**YOUR OBJECTIVE**
Pull out every line below that holds the word "edges".

Items from a data source
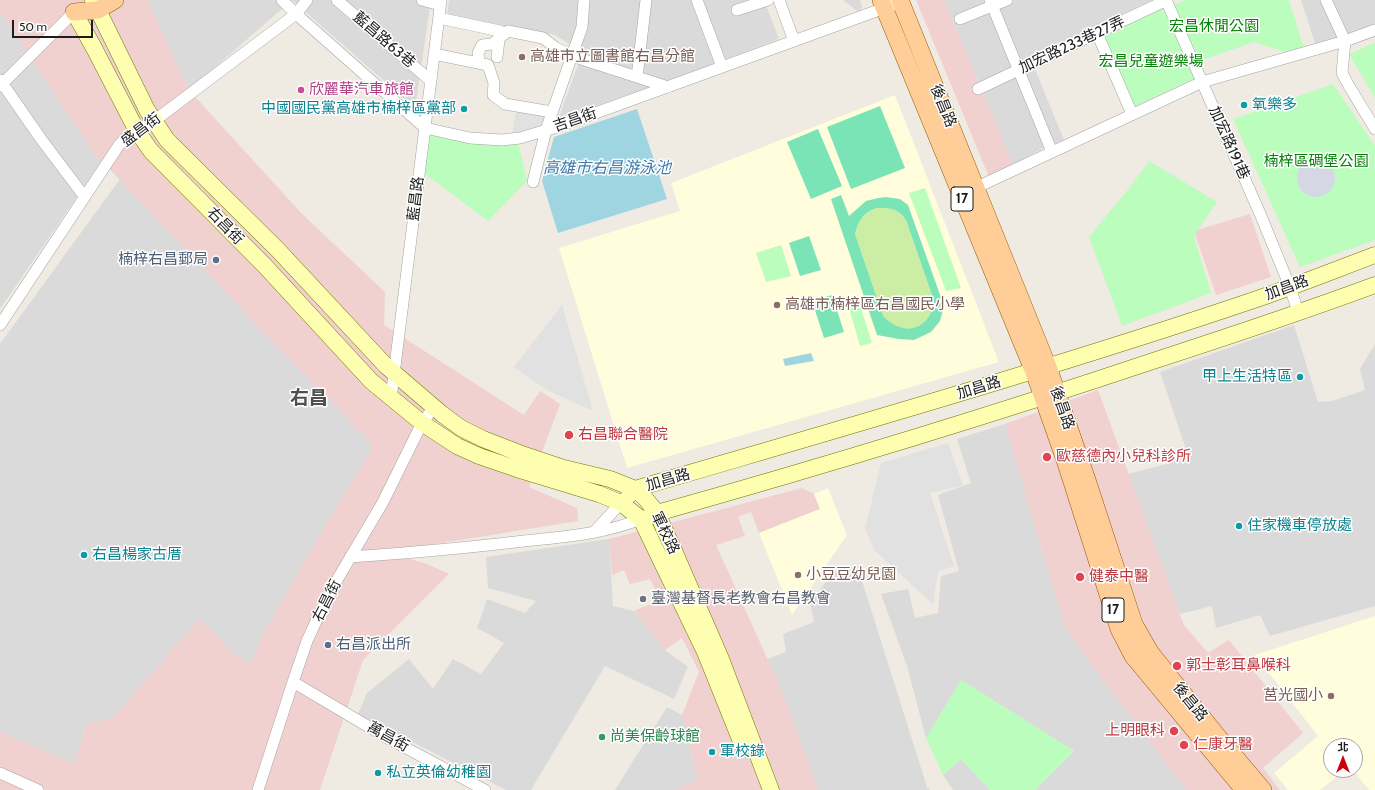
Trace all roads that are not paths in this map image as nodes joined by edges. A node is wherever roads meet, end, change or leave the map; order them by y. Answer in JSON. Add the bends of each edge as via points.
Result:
{"nodes":[{"id":1,"x":115,"y":0,"type":"edge"},
{"id":2,"x":282,"y":0,"type":"edge"},
{"id":3,"x":307,"y":0,"type":"edge"},
{"id":4,"x":337,"y":0,"type":"edge"},
{"id":5,"x":422,"y":0,"type":"edge"},
{"id":6,"x":584,"y":0,"type":"edge"},
{"id":7,"x":646,"y":0,"type":"edge"},
{"id":8,"x":697,"y":0,"type":"edge"},
{"id":9,"x":768,"y":0,"type":"edge"},
{"id":10,"x":779,"y":0,"type":"edge"},
{"id":11,"x":1007,"y":0,"type":"edge"},
{"id":12,"x":1166,"y":0,"type":"edge"},
{"id":13,"x":1326,"y":0,"type":"edge"},
{"id":14,"x":901,"y":1,"type":"edge"},
{"id":15,"x":93,"y":3,"type":"edge"},
{"id":16,"x":440,"y":3,"type":"edge"},
{"id":17,"x":991,"y":3,"type":"edge"},
{"id":18,"x":883,"y":4,"type":"edge"},
{"id":19,"x":71,"y":6,"type":"edge"},
{"id":20,"x":737,"y":10,"type":"dead end"},
{"id":21,"x":296,"y":14,"type":"junction"},
{"id":22,"x":438,"y":18,"type":"junction"},
{"id":23,"x":960,"y":18,"type":"dead end"},
{"id":24,"x":1375,"y":30,"type":"edge"},
{"id":25,"x":1097,"y":33,"type":"junction"},
{"id":26,"x":794,"y":41,"type":"junction"},
{"id":27,"x":1345,"y":41,"type":"junction"},
{"id":28,"x":434,"y":54,"type":"junction"},
{"id":29,"x":572,"y":56,"type":"junction"},
{"id":30,"x":497,"y":57,"type":"dead end"},
{"id":31,"x":480,"y":63,"type":"junction"},
{"id":32,"x":722,"y":67,"type":"junction"},
{"id":33,"x":1018,"y":70,"type":"junction"},
{"id":34,"x":637,"y":77,"type":"junction"},
{"id":35,"x":431,"y":81,"type":"junction"},
{"id":36,"x":1202,"y":82,"type":"junction"},
{"id":37,"x":1,"y":83,"type":"edge"},
{"id":38,"x":668,"y":87,"type":"junction"},
{"id":39,"x":978,"y":89,"type":"dead end"},
{"id":40,"x":552,"y":112,"type":"junction"},
{"id":41,"x":1132,"y":114,"type":"junction"},
{"id":42,"x":154,"y":120,"type":"junction"},
{"id":43,"x":425,"y":128,"type":"junction"},
{"id":44,"x":1375,"y":129,"type":"edge"},
{"id":45,"x":546,"y":130,"type":"junction"},
{"id":46,"x":137,"y":131,"type":"junction"},
{"id":47,"x":1052,"y":152,"type":"junction"},
{"id":48,"x":533,"y":182,"type":"dead end"},
{"id":49,"x":976,"y":188,"type":"junction"},
{"id":50,"x":960,"y":195,"type":"junction"},
{"id":51,"x":84,"y":196,"type":"junction"},
{"id":52,"x":1375,"y":255,"type":"edge"},
{"id":53,"x":1375,"y":285,"type":"edge"},
{"id":54,"x":1290,"y":287,"type":"junction"},
{"id":55,"x":1298,"y":312,"type":"junction"},
{"id":56,"x":0,"y":325,"type":"edge"},
{"id":57,"x":1040,"y":369,"type":"junction"},
{"id":58,"x":394,"y":373,"type":"junction"},
{"id":59,"x":1050,"y":396,"type":"junction"},
{"id":60,"x":391,"y":398,"type":"junction"},
{"id":61,"x":434,"y":407,"type":"junction"},
{"id":62,"x":422,"y":423,"type":"junction"},
{"id":63,"x":635,"y":489,"type":"junction"},
{"id":64,"x":621,"y":503,"type":"junction"},
{"id":65,"x":657,"y":513,"type":"junction"},
{"id":66,"x":641,"y":520,"type":"junction"},
{"id":67,"x":594,"y":532,"type":"junction"},
{"id":68,"x":350,"y":557,"type":"junction"},
{"id":69,"x":293,"y":682,"type":"junction"},
{"id":70,"x":0,"y":773,"type":"edge"},
{"id":71,"x":38,"y":790,"type":"edge"},
{"id":72,"x":258,"y":790,"type":"edge"},
{"id":73,"x":485,"y":790,"type":"edge"},
{"id":74,"x":760,"y":790,"type":"edge"},
{"id":75,"x":771,"y":790,"type":"edge"},
{"id":76,"x":1244,"y":790,"type":"edge"},
{"id":77,"x":1263,"y":790,"type":"edge"}],
"edges":[{"from":1,"to":15,"type":"main road"},
{"from":2,"to":21,"type":"street","name":"吉昌街"},
{"from":3,"to":21,"type":"street","name":"盛昌街"},
{"from":4,"to":35,"type":"street","name":"藍昌路63巷"},
{"from":5,"to":16,"type":"street"},
{"from":6,"to":29,"type":"street","via":[[582,27]]},
{"from":7,"to":34,"type":"street"},
{"from":8,"to":32,"type":"street"},
{"from":9,"to":20,"type":"street"},
{"from":10,"to":26,"type":"street"},
{"from":11,"to":17,"type":"street"},
{"from":12,"to":25,"type":"street","name":"加宏路233巷27弄"},
{"from":12,"to":36,"type":"street","name":"加宏路191巷"},
{"from":13,"to":27,"type":"street"},
{"from":14,"to":18,"type":"street","name":"吉昌街"},
{"from":14,"to":49,"type":"main road","name":"後昌路","number":"17"},
{"from":15,"to":19,"type":"main road"},
{"from":15,"to":42,"type":"street","name":"右昌街"},
{"from":16,"to":22,"type":"street","name":"藍昌路"},
{"from":17,"to":23,"type":"street"},
{"from":17,"to":33,"type":"street"},
{"from":18,"to":26,"type":"street","name":"吉昌街"},
{"from":18,"to":50,"type":"main road","name":"後昌路","number":"17"},
{"from":19,"to":37,"type":"street"},
{"from":19,"to":46,"type":"street","name":"右昌街"},
{"from":21,"to":42,"type":"street","name":"盛昌街"},
{"from":21,"to":43,"type":"street","name":"吉昌街"},
{"from":22,"to":28,"type":"street","name":"藍昌路"},
{"from":22,"to":30,"type":"street","via":[[500,32]]},
{"from":24,"to":27,"type":"street"},
{"from":25,"to":33,"type":"street","name":"加宏路233巷27弄"},
{"from":25,"to":41,"type":"street"},
{"from":26,"to":32,"type":"street","name":"吉昌街"},
{"from":27,"to":36,"type":"street"},
{"from":27,"to":44,"type":"street","via":[[1342,73]]},
{"from":28,"to":31,"type":"street"},
{"from":28,"to":35,"type":"street","name":"藍昌路"},
{"from":29,"to":31,"type":"street","via":[[543,38],[508,31],[492,44],[482,45],[478,53]]},
{"from":29,"to":34,"type":"street"},
{"from":29,"to":40,"type":"street"},
{"from":31,"to":40,"type":"street","via":[[488,65],[494,83],[493,95],[505,104]]},
{"from":32,"to":38,"type":"street","name":"吉昌街"},
{"from":33,"to":39,"type":"street","name":"加宏路233巷27弄"},
{"from":33,"to":47,"type":"street"},
{"from":34,"to":38,"type":"street"},
{"from":35,"to":43,"type":"street","name":"藍昌路"},
{"from":36,"to":41,"type":"street"},
{"from":36,"to":54,"type":"street","name":"加宏路191巷"},
{"from":37,"to":51,"type":"street"},
{"from":38,"to":45,"type":"street","name":"吉昌街"},
{"from":40,"to":45,"type":"street"},
{"from":41,"to":47,"type":"street"},
{"from":42,"to":46,"type":"street","name":"盛昌街"},
{"from":42,"to":58,"type":"street","name":"右昌街","via":[[167,140],[278,250]]},
{"from":43,"to":45,"type":"street","name":"吉昌街","via":[[470,138],[502,140],[520,138]]},
{"from":43,"to":58,"type":"street","name":"藍昌路"},
{"from":45,"to":48,"type":"street"},
{"from":46,"to":51,"type":"street","name":"盛昌街","via":[[119,145]]},
{"from":46,"to":60,"type":"street","name":"右昌街","via":[[151,151]]},
{"from":47,"to":49,"type":"street"},
{"from":49,"to":50,"type":"street"},
{"from":49,"to":57,"type":"main road","name":"後昌路","number":"17"},
{"from":50,"to":57,"type":"main road","name":"後昌路","number":"17"},
{"from":51,"to":56,"type":"street","name":"盛昌街"},
{"from":52,"to":54,"type":"street","name":"加昌路"},
{"from":53,"to":55,"type":"street","name":"加昌路"},
{"from":54,"to":55,"type":"street","name":"加宏路191巷"},
{"from":54,"to":57,"type":"street","name":"加昌路"},
{"from":55,"to":59,"type":"street","name":"加昌路"},
{"from":57,"to":59,"type":"main road","name":"後昌路","number":"17"},
{"from":57,"to":63,"type":"street","name":"加昌路"},
{"from":58,"to":60,"type":"street","name":"藍昌路"},
{"from":58,"to":61,"type":"street","name":"軍校路"},
{"from":59,"to":65,"type":"street","name":"加昌路","via":[[849,458]]},
{"from":59,"to":76,"type":"main road","name":"後昌路","number":"17","via":[[1065,460],[1119,629],[1143,669]]},
{"from":59,"to":77,"type":"main road","name":"後昌路","number":"17","via":[[1134,624],[1150,652]]},
{"from":60,"to":62,"type":"street","name":"右昌街"},
{"from":61,"to":62,"type":"street","name":"右昌街"},
{"from":61,"to":63,"type":"street","name":"軍校路","via":[[461,428],[483,439],[564,468],[610,479]]},
{"from":62,"to":64,"type":"street","name":"軍校路","via":[[457,446],[480,456]]},
{"from":62,"to":68,"type":"street","name":"右昌街","via":[[383,502]]},
{"from":63,"to":64,"type":"street","name":"加昌路"},
{"from":63,"to":65,"type":"street","name":"軍校路"},
{"from":64,"to":66,"type":"street","name":"軍校路"},
{"from":64,"to":67,"type":"street","name":"加昌路"},
{"from":65,"to":66,"type":"street","name":"加昌路"},
{"from":65,"to":75,"type":"street","name":"軍校路","via":[[721,660]]},
{"from":66,"to":67,"type":"street","name":"加昌路"},
{"from":66,"to":74,"type":"street","name":"軍校路","via":[[705,652]]},
{"from":67,"to":68,"type":"street","name":"加昌路","via":[[482,546]]},
{"from":68,"to":69,"type":"street","name":"右昌街","via":[[318,615]]},
{"from":69,"to":72,"type":"street","name":"右昌街"},
{"from":69,"to":73,"type":"street","name":"萬昌街","via":[[391,740]]},
{"from":70,"to":71,"type":"street"}]}
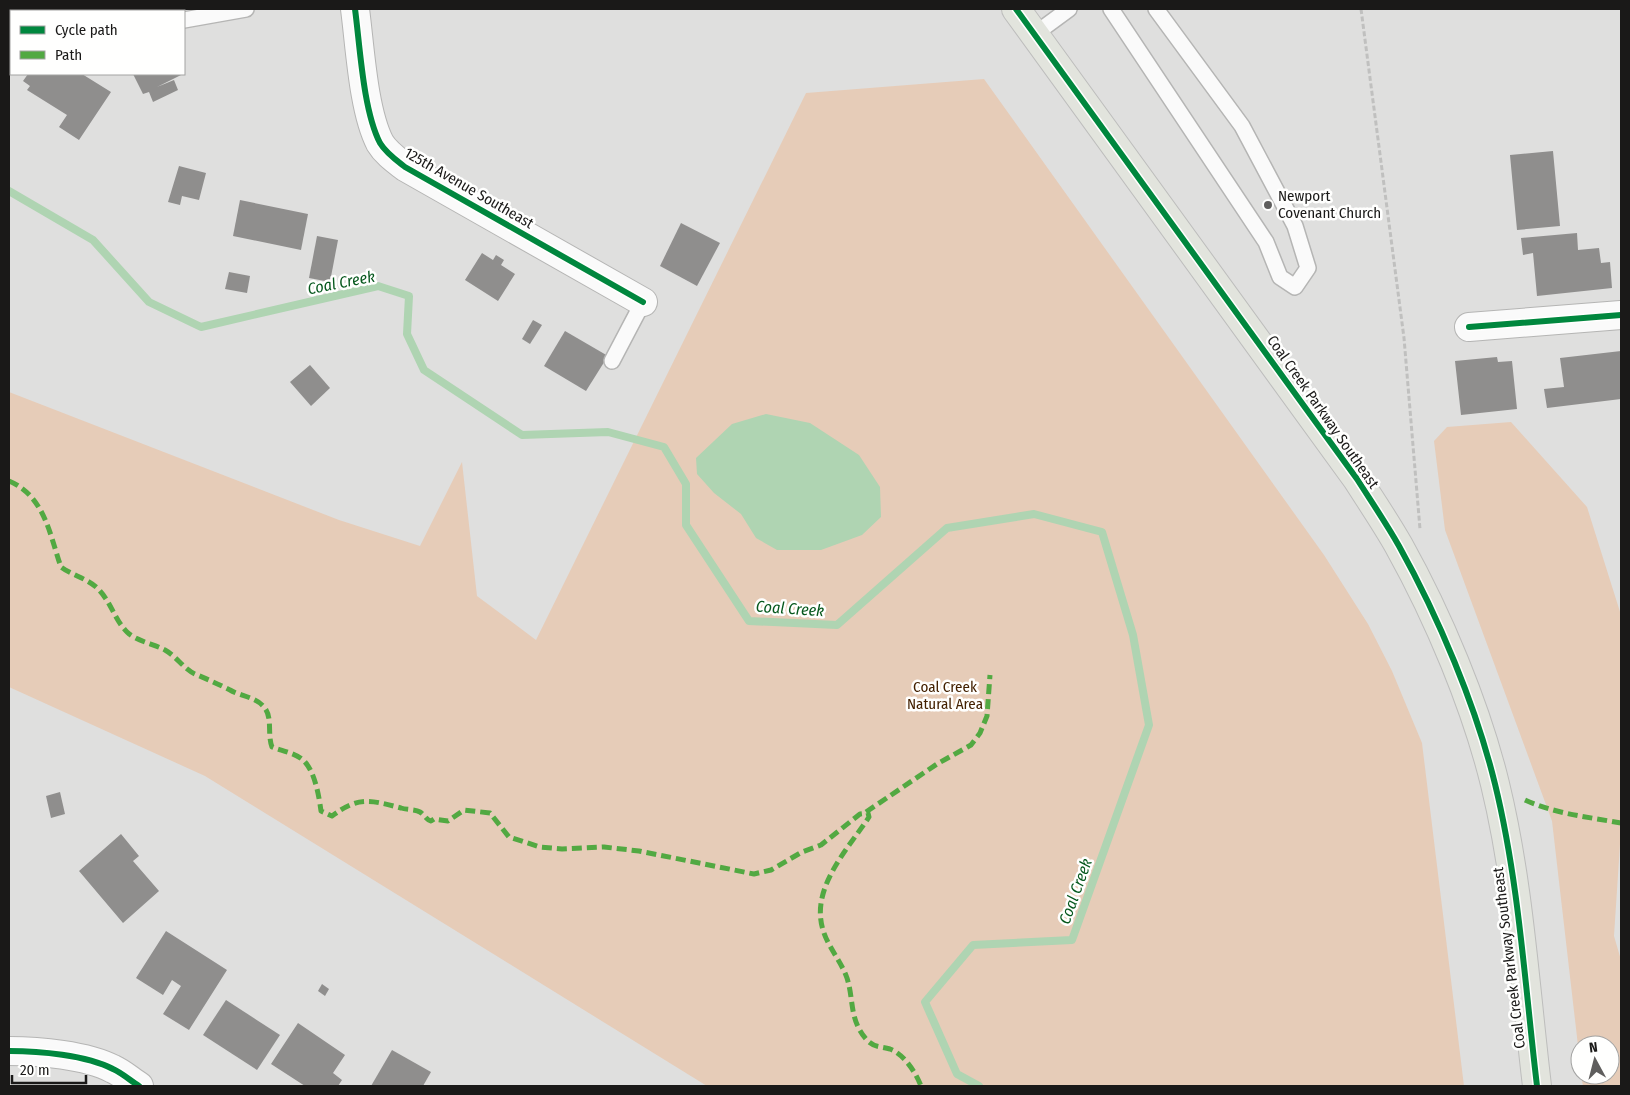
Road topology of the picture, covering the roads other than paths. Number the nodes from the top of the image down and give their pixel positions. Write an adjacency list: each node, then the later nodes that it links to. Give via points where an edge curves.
1 (246, 9): 7 (lane)
2 (355, 9): 9 (street, 125th Avenue Southeast, via 368,99 380,142 390,155 405,167)
3 (1016, 9): 8 (main road, Coal Creek Parkway Southeast)
4 (1069, 9): 8 (lane)
5 (1111, 9): 6 (lane, via 1266,242 1280,277 1295,287 1308,268 1295,226 1242,126)
6 (1156, 9)
7 (185, 20)
8 (1034, 34): 15 (main road, Coal Creek Parkway Southeast, via 1357,479 1399,546 1443,635 1466,694 1494,783 1510,861)
9 (642, 302): 12 (lane)
10 (1621, 315): 11 (street)
11 (1469, 327)
12 (612, 361)
13 (9, 1051): 14 (street, via 37,1051 73,1057 112,1068)
14 (139, 1086)
15 (1537, 1086)

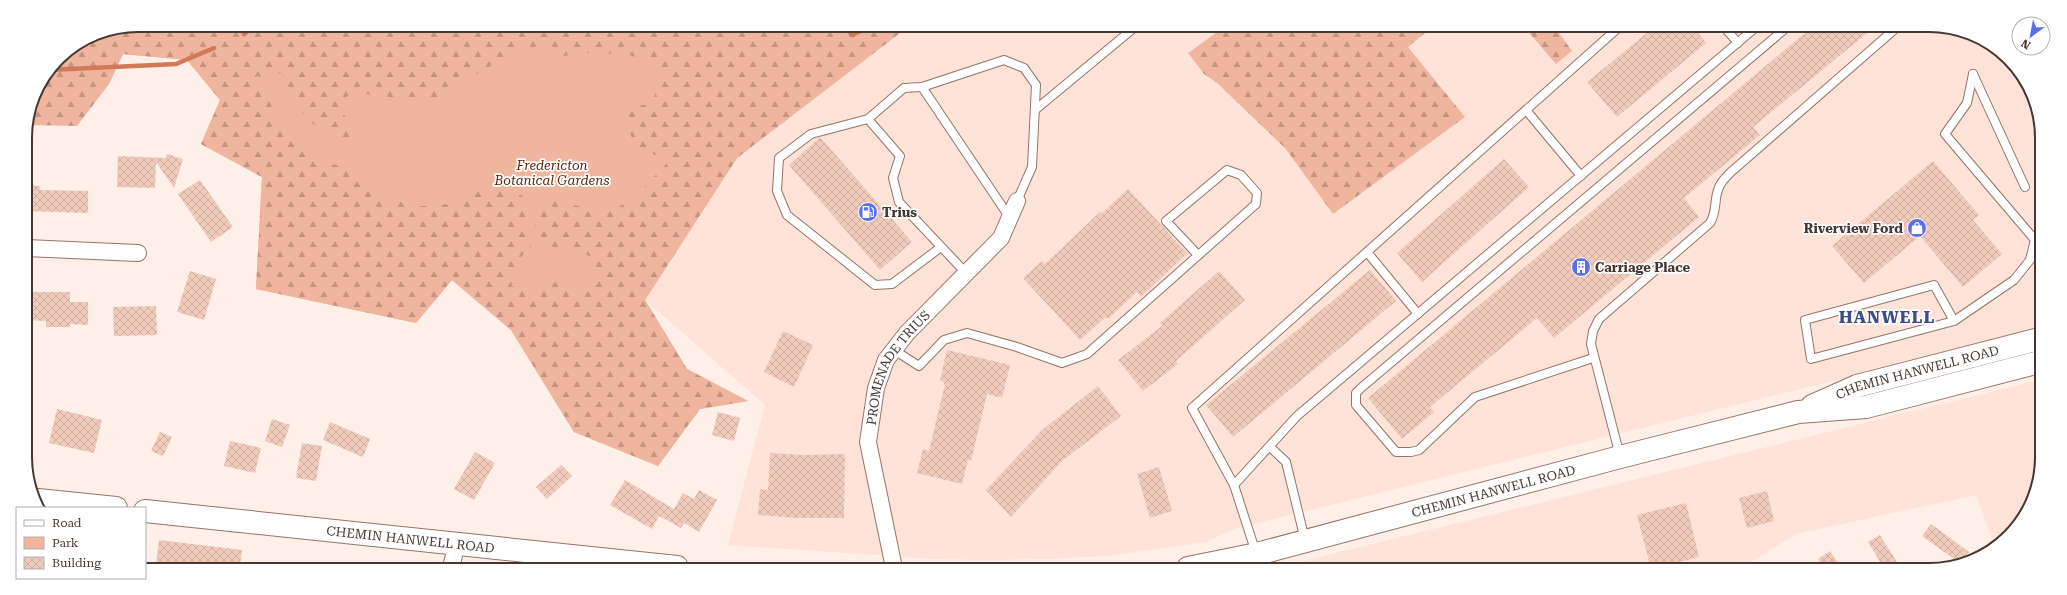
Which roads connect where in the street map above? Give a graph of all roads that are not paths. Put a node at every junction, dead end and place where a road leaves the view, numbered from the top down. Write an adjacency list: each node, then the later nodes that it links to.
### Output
1 (1129, 32): 9 (lane)
2 (1614, 32): 10 (lane)
3 (1728, 32): 7 (lane)
4 (1750, 32): 7 (lane)
5 (1781, 32): 26 (lane)
6 (1892, 32): 26 (lane)
7 (1738, 43): 12 (lane)
8 (922, 87): 9 (lane); 11 (lane); 15 (lane)
9 (1035, 110): 14 (lane)
10 (1526, 110): 12 (lane); 18 (lane)
11 (868, 119): 16 (lane); 16 (lane)
12 (1581, 176): 22 (lane)
13 (2025, 187): 23 (lane)
14 (1018, 201): 15 (street, PROMENADE TRIUS)
15 (1010, 218): 21 (street, PROMENADE TRIUS)
16 (941, 247): 21 (lane)
17 (32, 248): 19 (street)
18 (1366, 252): 22 (lane); 31 (lane)
19 (138, 253)
20 (1198, 256): 20 (lane); 25 (lane)
21 (966, 274): 25 (street, PROMENADE TRIUS)
22 (1418, 314): 29 (lane)
23 (1954, 321): 23 (lane)
24 (2035, 340): 28 (main road, CHEMIN HANWELL ROAD)
25 (894, 350): 40 (street, PROMENADE TRIUS)
26 (1593, 358): 30 (lane)
27 (2035, 363): 28 (main road, CHEMIN HANWELL ROAD)
28 (1798, 412): 30 (main road, CHEMIN HANWELL ROAD)
29 (1270, 446): 31 (lane); 35 (lane)
30 (1620, 457): 35 (main road, CHEMIN HANWELL ROAD)
31 (1234, 485): 37 (lane)
32 (42, 500): 33 (main road)
33 (106, 507)
34 (146, 511): 36 (main road, CHEMIN HANWELL ROAD)
35 (1306, 540): 37 (main road, CHEMIN HANWELL ROAD)
36 (457, 544): 38 (street); 39 (main road, CHEMIN HANWELL ROAD)
37 (1259, 561): 41 (main road, CHEMIN HANWELL ROAD)
38 (451, 563)
39 (639, 563)
40 (893, 563)
41 (1239, 563)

**SOLUTION**
Trace all roads that are not paths in this map image as nodes joined by edges. A node is wherever roads meet, end, change or leave the map; order them by y. Answer in JSON. Add the bends of each edge as via points.
"edges":[{"from":1,"to":15,"type":"main road"},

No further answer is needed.